Collaboration between ABB and Werum IT Solutions on Shop Floor Integration reduces engineering, validation and testing time associated with biotech production.
Designed for established pharmaceutical manufacturing plants with existing machinery, the new software solution called Shop Floor Integration Version 2.0 allows for the creation of a digital twin of the existing system prior to installation. This reduces engineering, validation and testing time and minimizes the plant’s downtime. Using this new solution, engineers save between 40% and 70% of the time spent on integrating systems when compared to existing solutions.
The Shop Floor Integration interface connects Werum’s PAS-X manufacturing execution system (MES) to existing shop floor equipment. This digital solution prevents production bottlenecks and reduces cycle times so as to lower inventories, free up capacity and increase efficiency.

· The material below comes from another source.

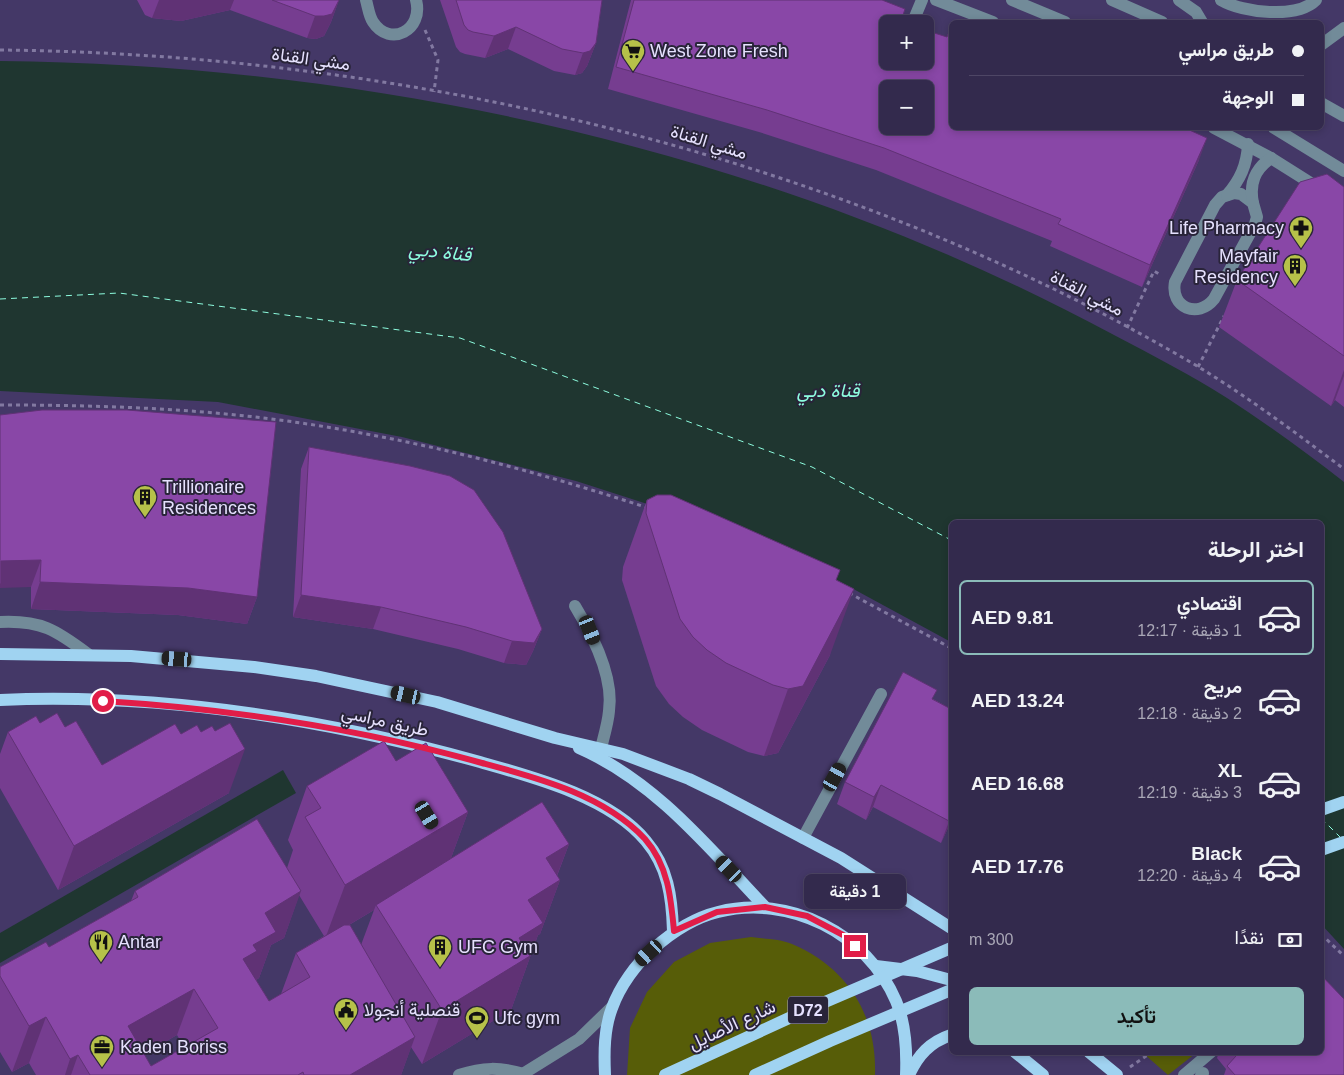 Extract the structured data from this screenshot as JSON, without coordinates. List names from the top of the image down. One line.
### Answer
{"streets":{"main road":["طريق مراسي","D72","شارع الأصايل"],"path":["مشي القناة"]},"water":["قناة دبي"],"places":{"supermarket":["West Zone Fresh"],"pharmacy":["Life Pharmacy"],"building":["Mayfair Residency","Trillionaire Residences","UFC Gym"],"restaurant":["Antar"],"public building":["قنصلية أنجولا"],"sports":["Ufc gym"],"office":["Kaden Boriss"]},"page":{"map_buttons":["+","−"],"banner":["طريق مراسي","الوجهة"],"heading":"اختر الرحلة","list":[{"name":"اقتصادي","note":"1 دقيقة · 12:17","value":"AED 9.81"},{"name":"مريح","note":"2 دقيقة · 12:18","value":"AED 13.24"},{"name":"XL","note":"3 دقيقة · 12:19","value":"AED 16.68"},{"name":"Black","note":"4 دقيقة · 12:20","value":"AED 17.76"}],"bubble":"1 دقيقة","pay":["نقدًا","300 m"],"buttons":"تأكيد"}} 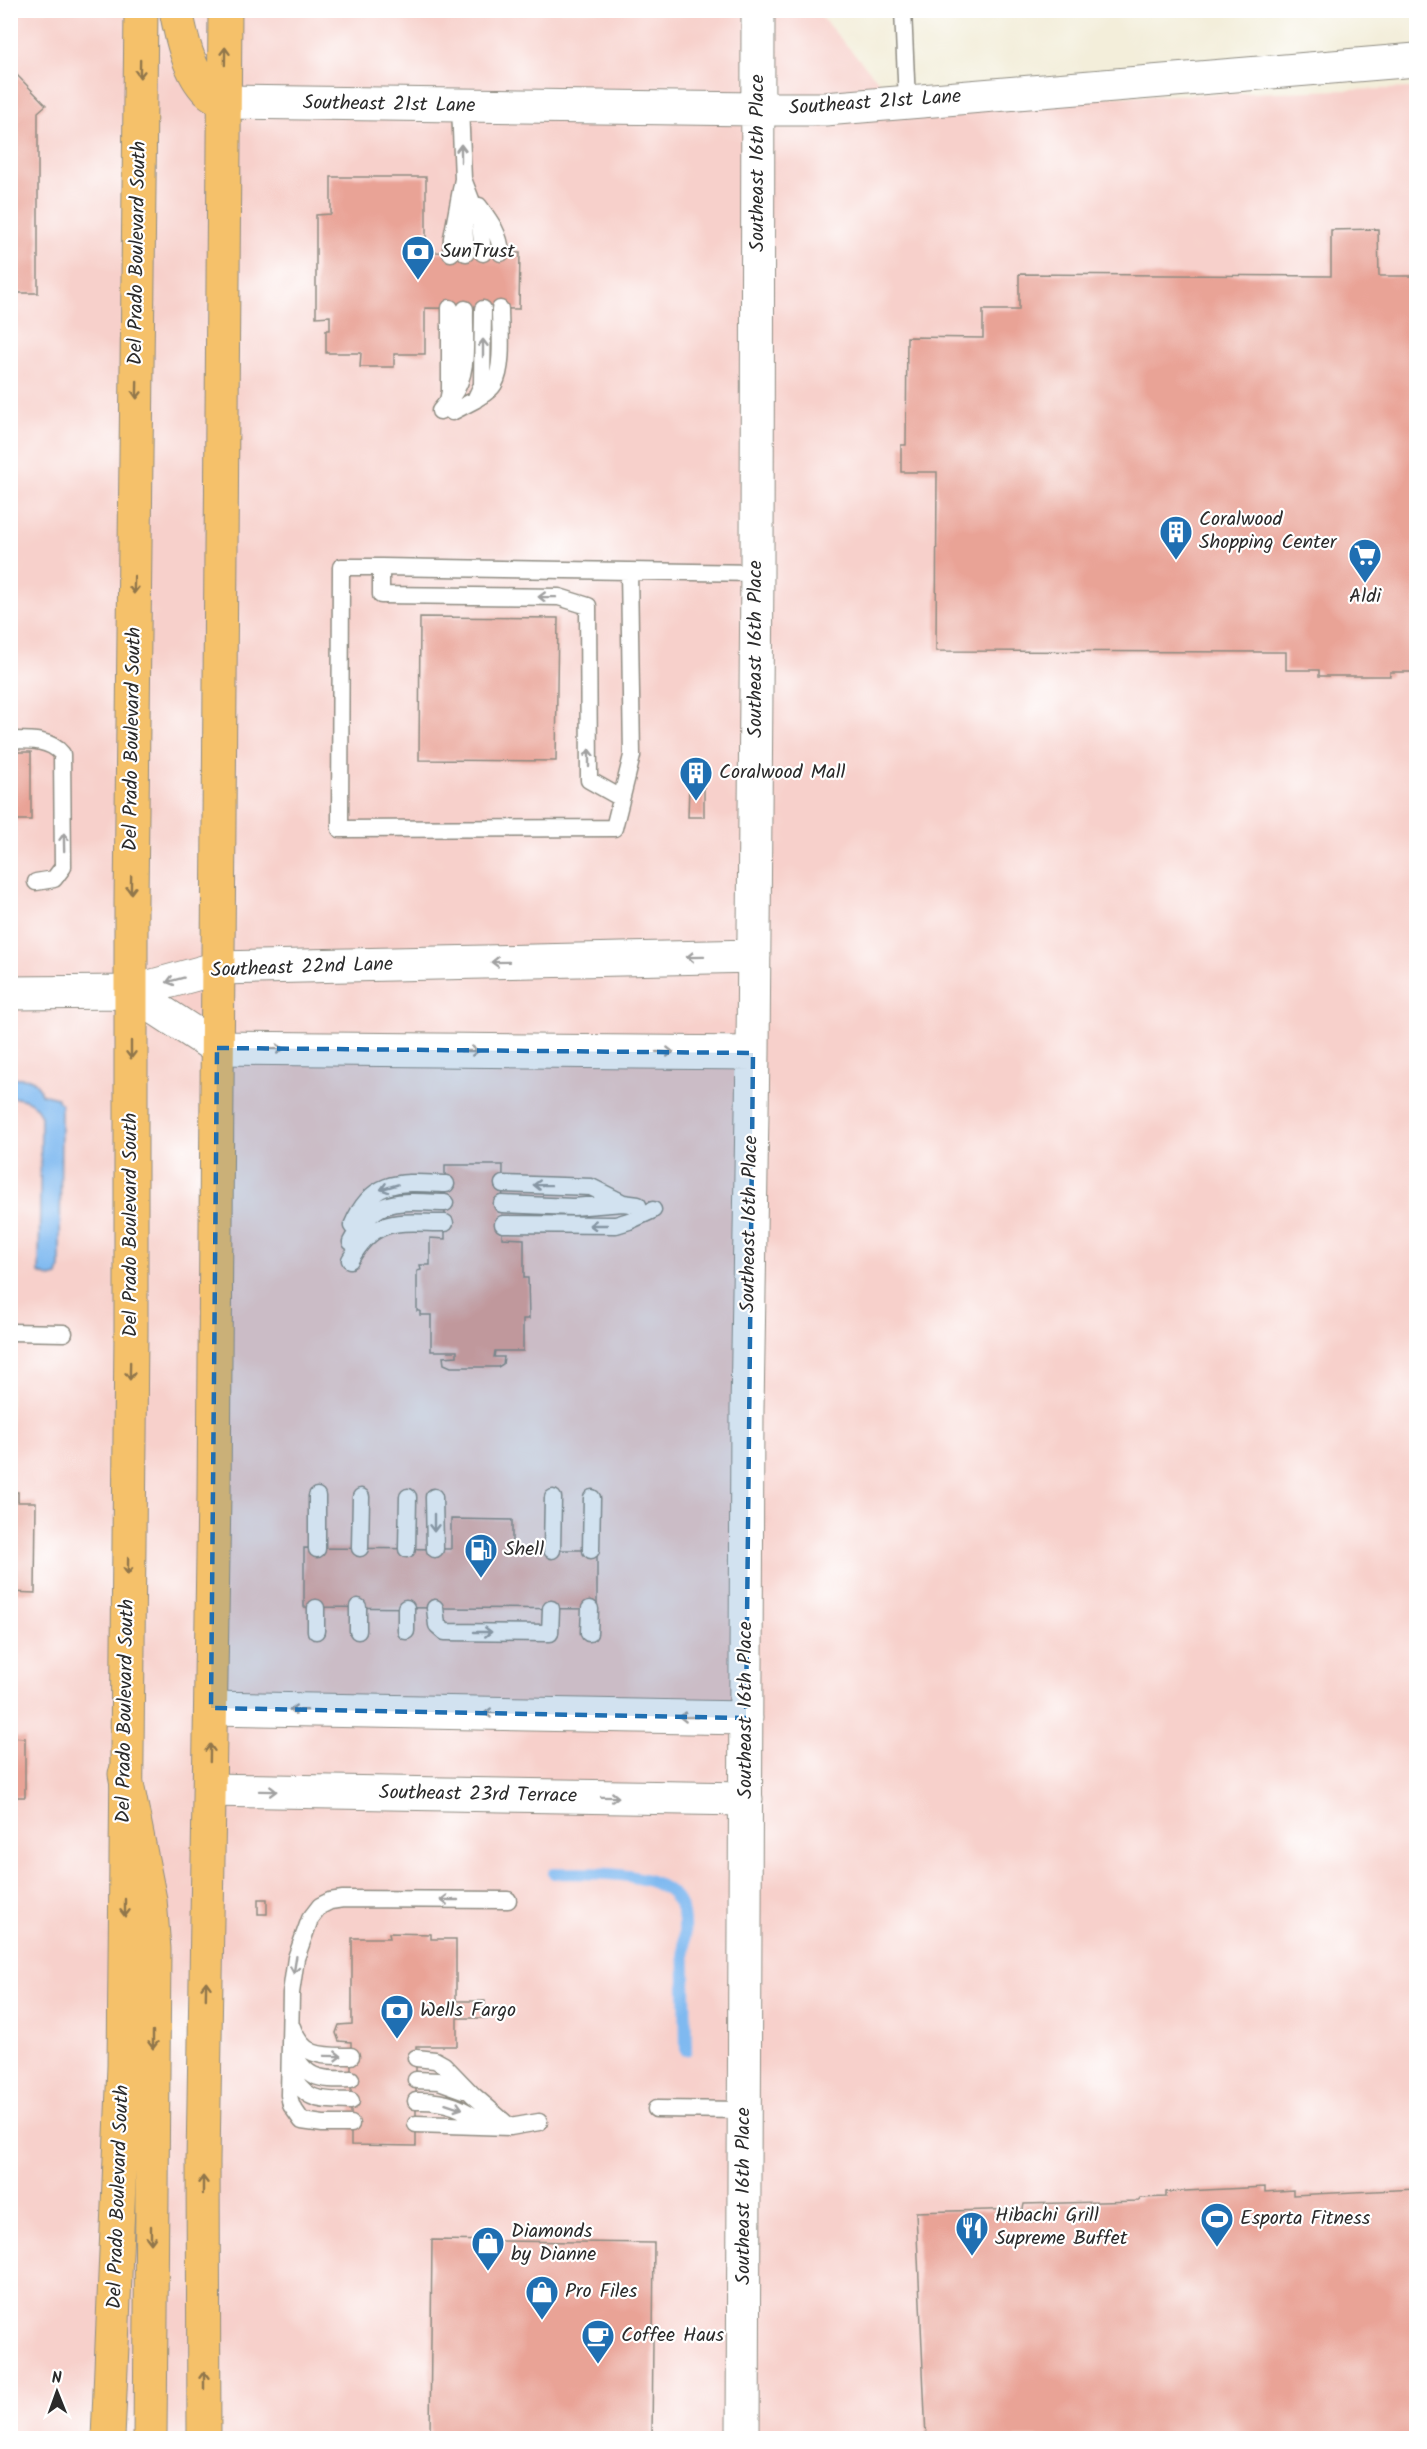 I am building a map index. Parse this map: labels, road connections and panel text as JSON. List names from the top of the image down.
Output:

The new version launching at ACHEMA is one of the first to offer pharmaceutical companies digital twin modelling to install this interface onto existing machinery. This gives engineers the opportunity to test the running of the line in the digital world before any connection is made in the real world.
ABB together with Werum has developed a message-based communications system that sends and receives instruction between the MES and the production equipment. This provides regular synchronization between the systems and communicates data such as quality, setpoint and consumption.
Two pharmaceutical companies are early adopters of ABB’s Shop Floor Integration product. GE Healthcare runs it as a new manufacturing installation and another large company is implementing Shop Floor Integration on an existing plant. GE Healthcare’s site in Uppsala, Sweden, is the first in the world to use ABB’s message-based communications system to connect the MES to its DCS (Distributed Control System).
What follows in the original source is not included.